Sabtu, 17 Desember 2016

Menulis vs Membuat Herbarium

Menulis dan membuat herbarium atau insektarium adalah dua hal yang sebenarnya tak bisa disandingkan. Akan tetapi bila ditilik dari prosesnya, mungkin keduanya ada kemiripan.
Kita tahu membuat herbarium (awetan tumbuhan secara alami dengan bantuan matahari/panas) membutuhkan proses yang panjang dan waktunya lama. Membuat herbarium tidak mungkin sekali jadi dalam sehari atau dua hari. Untuk hasil yang optimal memerlukan waktu yang cukup banyak.
Membuat herbarium membutuhkan sinar matahari cukup (walaupun tidak secara langsung), dijauhkan dari udara lembab agar tak ada jamur yang ikut serta menempel pada benda kerja. Kalau sekarang mungkin juga bisa digunakan dengan panas buatan (bukan sinar matahari). Tetap saja waktu yang diperlukan banyak.
Ketika saya kelas 1 SMA, saya dan teman-teman membuat herbarium secara kelompok. Tiap anggota kelompok membuat 2-3 herbarium. Bila herbarium telah jadi, maka dikumpulkan ke kelompok lalu ditempel di buku gambar jumbo. Di bawah herbarium yang telah ditempel, ada identitas herbarium.

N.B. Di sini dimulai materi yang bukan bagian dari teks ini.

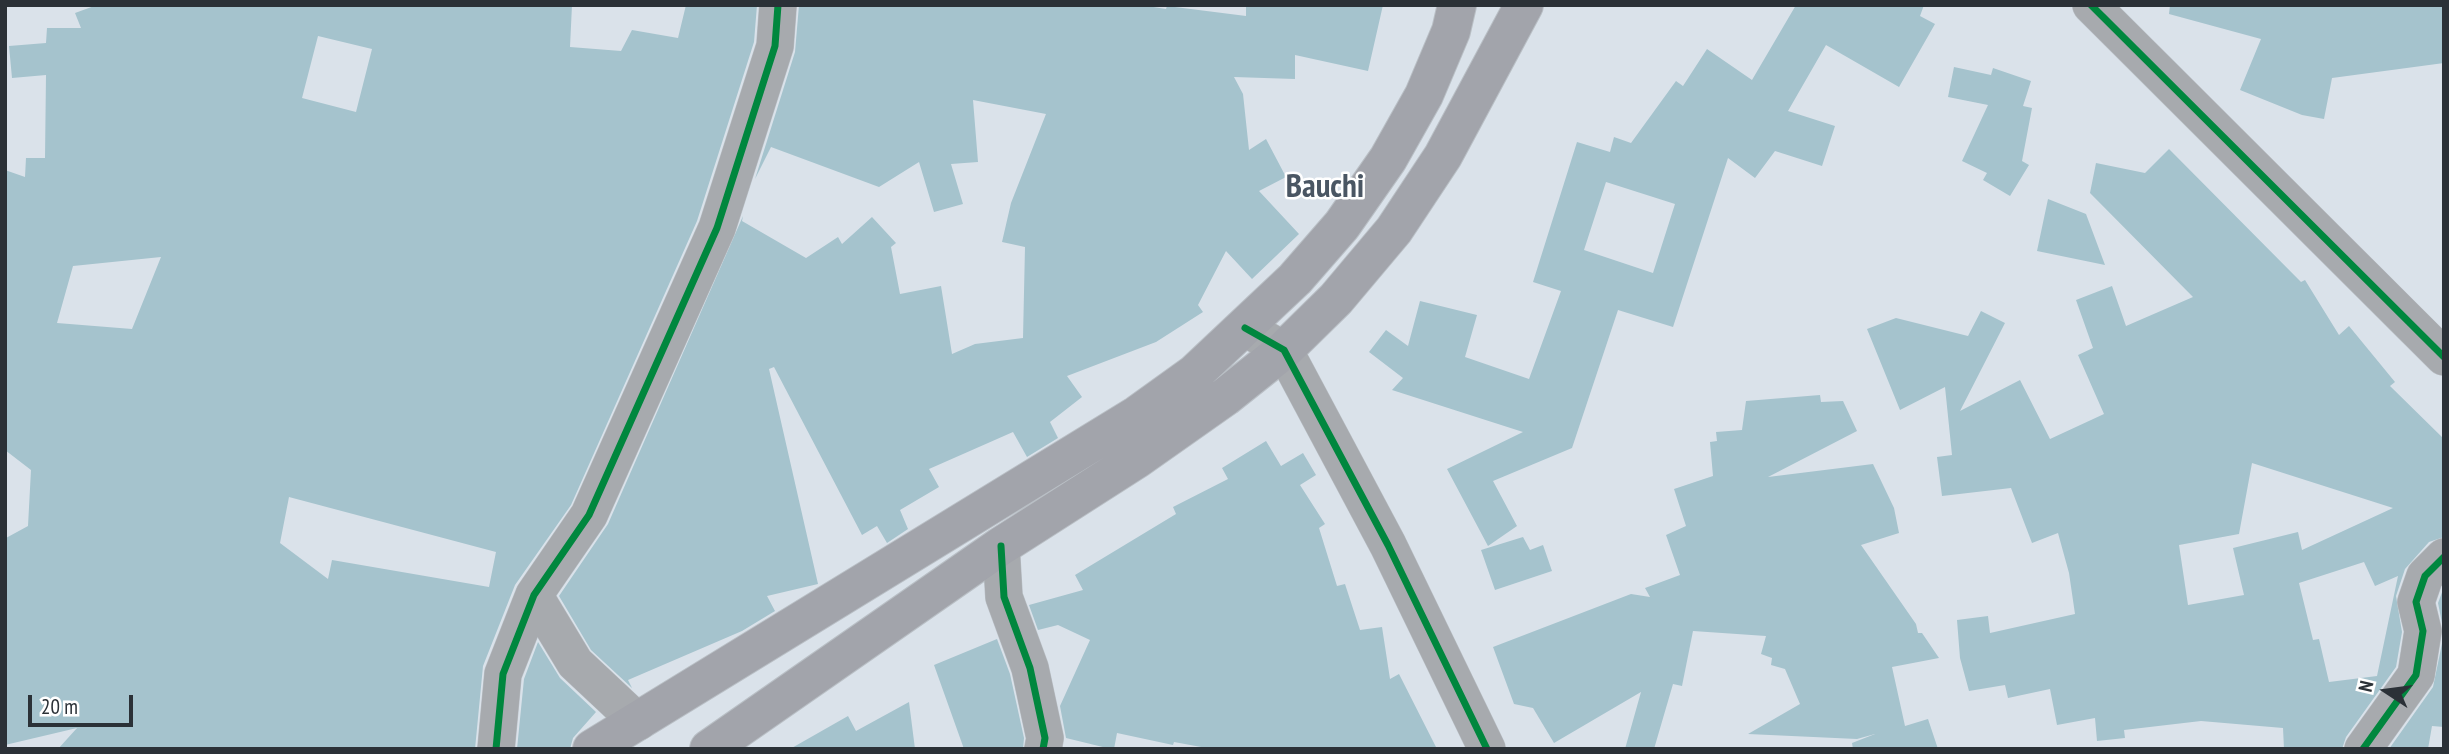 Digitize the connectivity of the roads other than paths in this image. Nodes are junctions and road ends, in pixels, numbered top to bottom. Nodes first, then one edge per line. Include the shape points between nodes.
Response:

Kami melakukan semua itu dengan sabar. Demikian juga ketika saya menulis. Saya memerlukan waktu yang lama. Menulis saya lakukan setiap hari dalam waktu yang lama. Saya tidak mau menulis secara instan tanpa memiliki modal apapun atau tidak mengikuti prosedur.
Oleh karena menulis tidak bisa dilakukan secara cepat kilat maka saya memiliki strategi. Yaitu dengan cara menulis sedikit demi sedikit, setiap hari dan konsisten. Alhamdulillah, saya sabar mengikuti proses menulis, tidak mengenal putus asa dan selalu memiliki harapan. Harapan saya adalah tulisan saya layak untuk dibaca orang lain.
Ya, dengan menulis setiap hari maka saya bisa mengukur kemampuan saya. Saya bisa mengukur kualitas tulisan saya. Kalau awalnya amburadul, sekarang sudah ada kemajuan. Paling tidak sekarang menulis tidak asal menulis. Banyak pertimbangan sebelum menayangkan tulisan. Menulis artikel itu gampang tapi tulisan tersebut perlu menjalani proses editing. Pada proses mengedit inilah memerlukan waktu yang cukup.
Kalau ada orang yang ingin menulis tapi tidak segera melakukan/action maka keinginan tersebut perlu dipertanyakan. Kalau ada orang yang ingin memiliki tulisan tapi hanya bertanya tanpa usaha, tak akan ada artinya. Kalau ada orang yang ingin tulisannya tayang di media tapi hanya menunda-nunda awal menulis maka  tulisannya tidak mungkin muncul di media karena orang tersebut tak juga memulai menulis.
Menulis itu segera mulai sekarang, tidak menunda, tidak banyak teori rumit, tidak banyak mengeluh, memerlukan waktu yang lama, konsisten, mencoba dan terus mencoba. Bersabarlah menulis seperti halnya sabar membuat herbarium dan insektarium.
Kalau semua tahapan sudah dilakukan, berdoa saja semoga tulisannya layak untuk dibaca oleh orang lain.